**Task to carry out**
Set down every line of the data exactly, skipping the pictures.

Dataset entries:
--- START ---

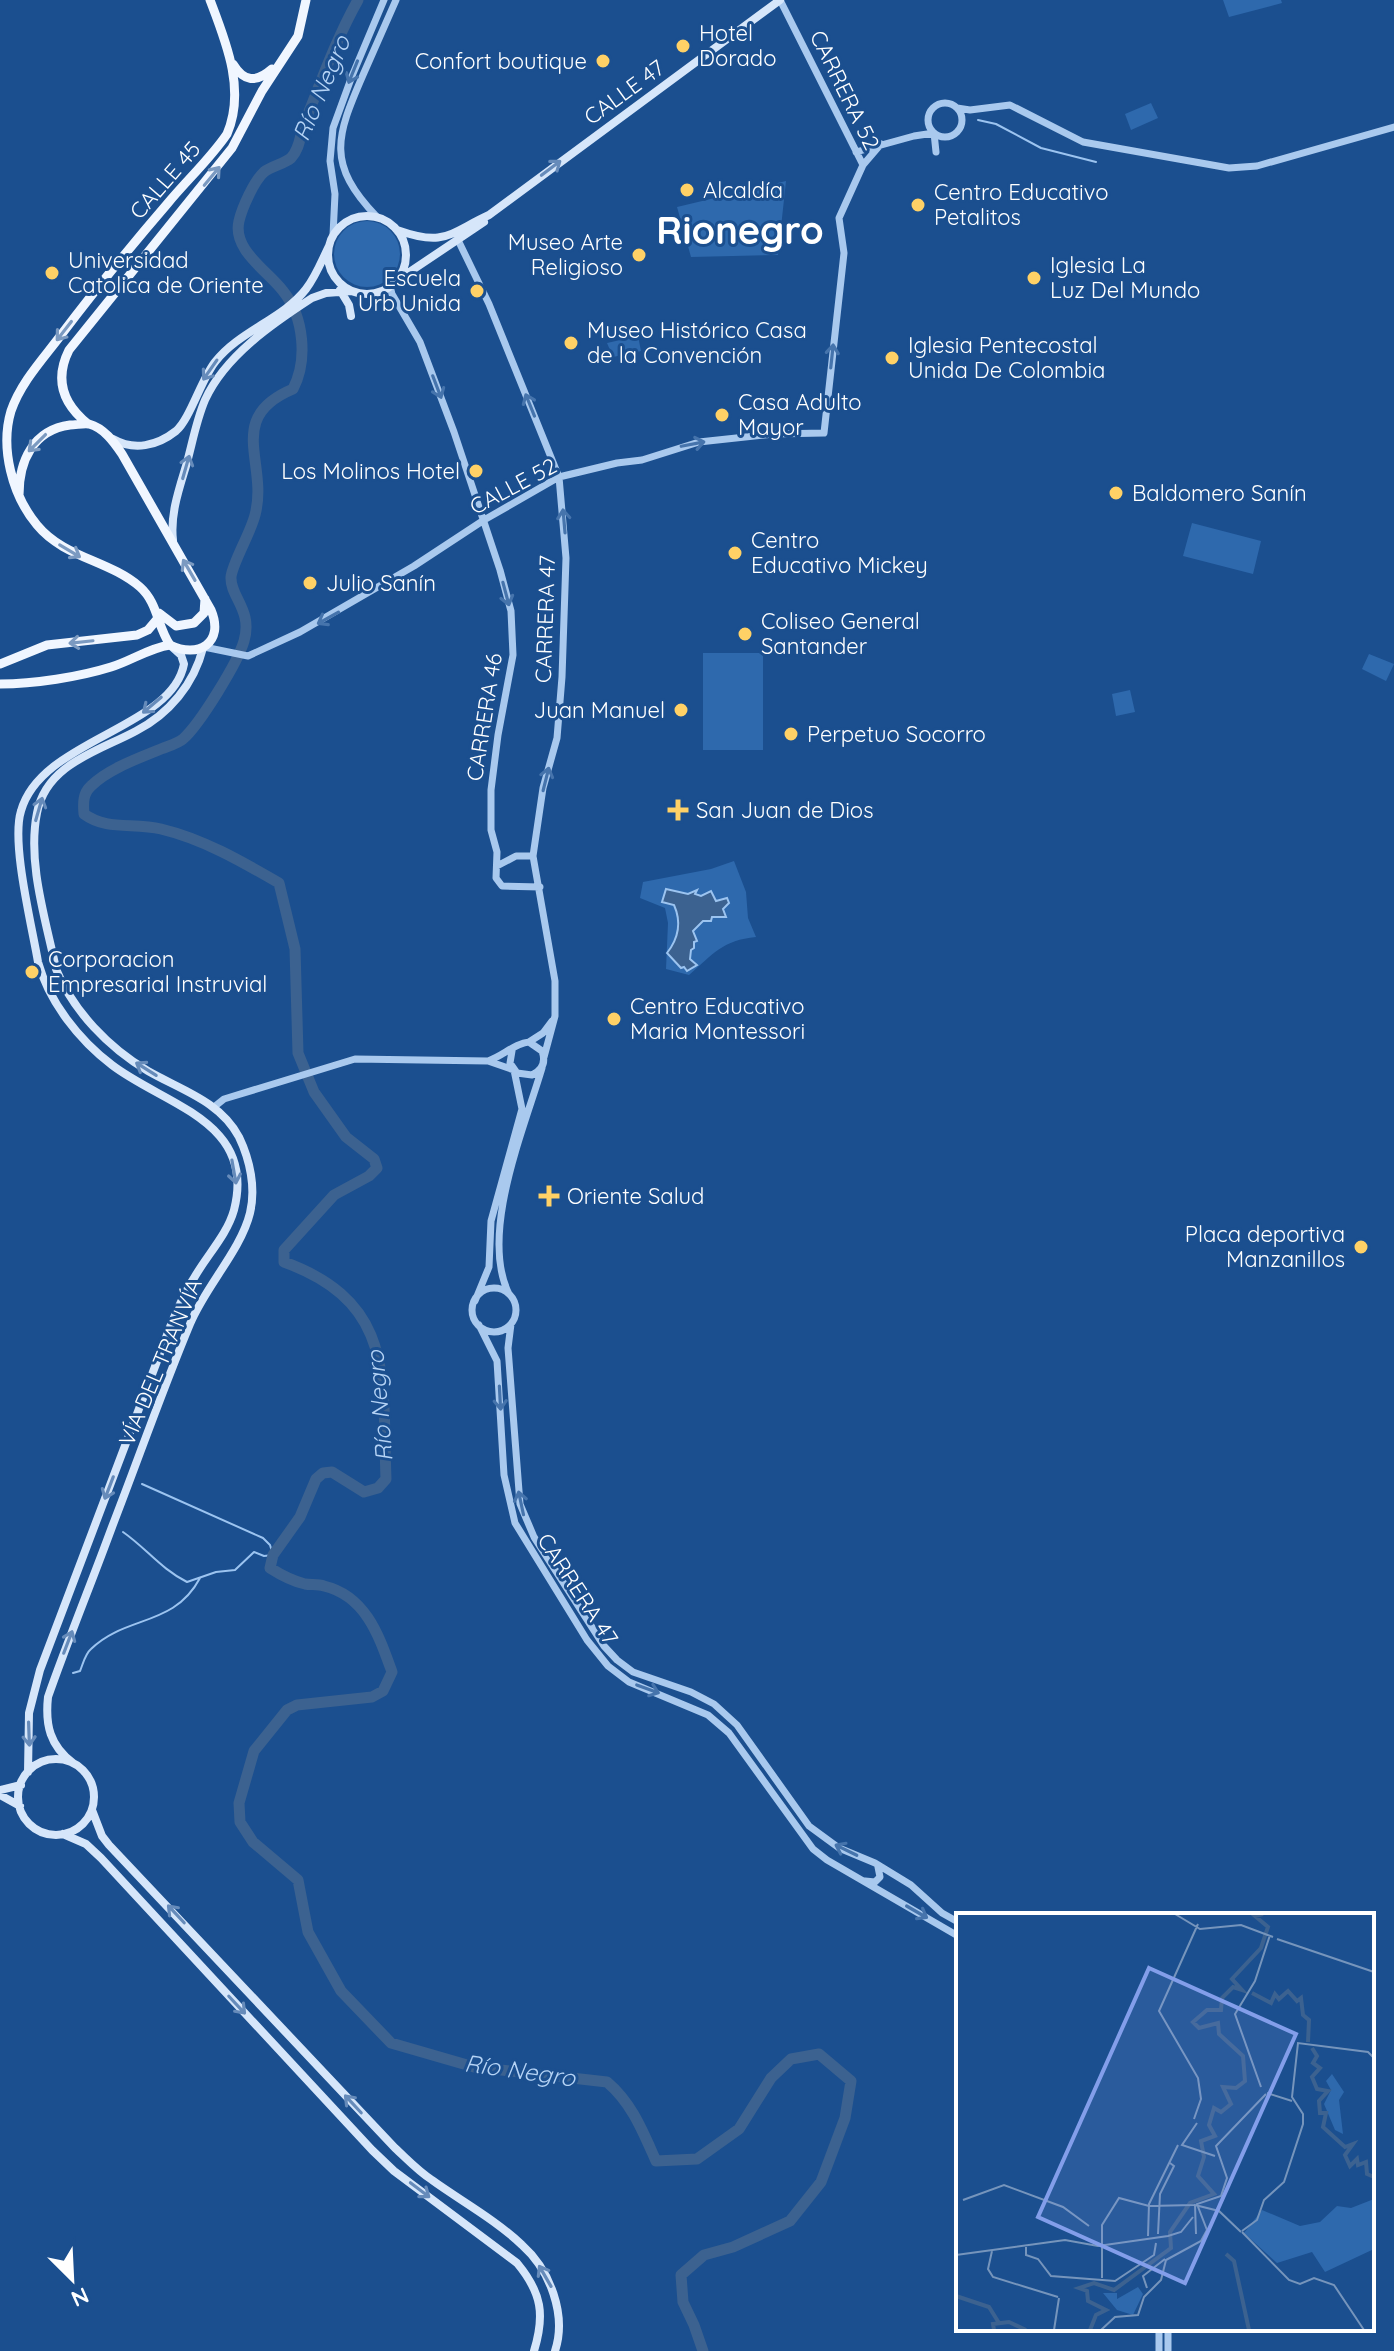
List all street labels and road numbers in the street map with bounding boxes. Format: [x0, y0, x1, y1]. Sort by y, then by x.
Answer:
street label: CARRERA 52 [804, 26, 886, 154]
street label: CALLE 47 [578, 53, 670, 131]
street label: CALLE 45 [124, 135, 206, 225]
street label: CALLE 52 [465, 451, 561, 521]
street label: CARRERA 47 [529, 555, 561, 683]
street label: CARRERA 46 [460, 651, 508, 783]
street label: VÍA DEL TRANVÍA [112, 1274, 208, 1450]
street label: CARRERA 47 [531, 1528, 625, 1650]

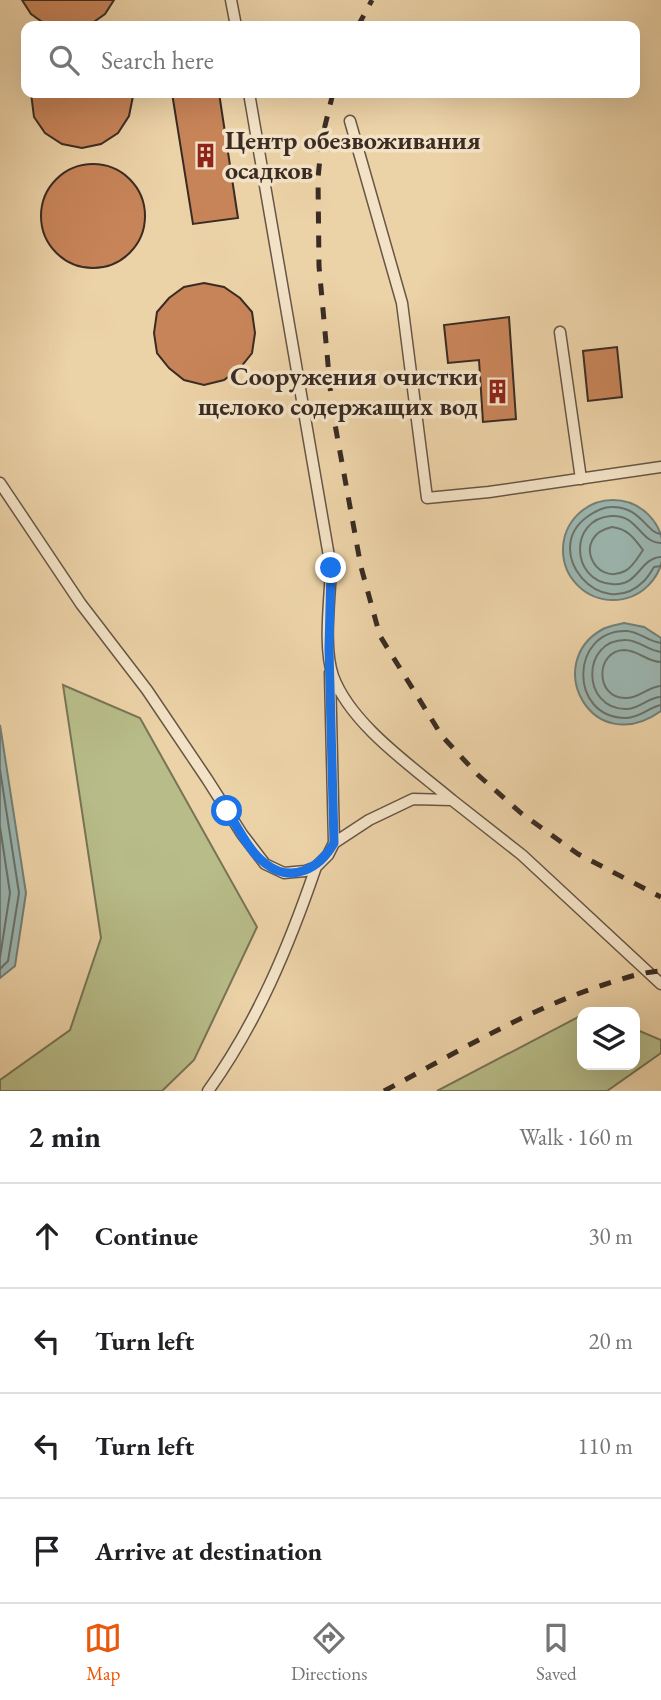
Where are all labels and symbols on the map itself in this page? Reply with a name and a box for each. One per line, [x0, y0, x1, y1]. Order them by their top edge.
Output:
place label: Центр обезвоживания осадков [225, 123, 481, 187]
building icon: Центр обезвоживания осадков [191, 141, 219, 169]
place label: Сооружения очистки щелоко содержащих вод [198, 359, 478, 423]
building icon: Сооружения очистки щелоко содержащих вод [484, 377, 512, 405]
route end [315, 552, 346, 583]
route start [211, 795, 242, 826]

--- END ---

**Answer to the exercise**
List all street labels and road numbers in the street map with bounding boxes. Format: [x0, y0, x1, y1]. Sort by y, then by x.
Answer:
street label: CARRERA 52 [804, 26, 886, 154]
street label: CALLE 47 [578, 53, 670, 131]
street label: CALLE 45 [124, 135, 206, 225]
street label: CALLE 52 [465, 451, 561, 521]
street label: CARRERA 47 [529, 555, 561, 683]
street label: CARRERA 46 [460, 651, 508, 783]
street label: VÍA DEL TRANVÍA [112, 1274, 208, 1450]
street label: CARRERA 47 [531, 1528, 625, 1650]

Where are all labels and symbols on the map itself in this page? Reply with a name and a box for each. One per line, [x0, y0, x1, y1]. Order them by their top edge.
Output:
place label: Центр обезвоживания осадков [225, 123, 481, 187]
building icon: Центр обезвоживания осадков [191, 141, 219, 169]
place label: Сооружения очистки щелоко содержащих вод [198, 359, 478, 423]
building icon: Сооружения очистки щелоко содержащих вод [484, 377, 512, 405]
route end [315, 552, 346, 583]
route start [211, 795, 242, 826]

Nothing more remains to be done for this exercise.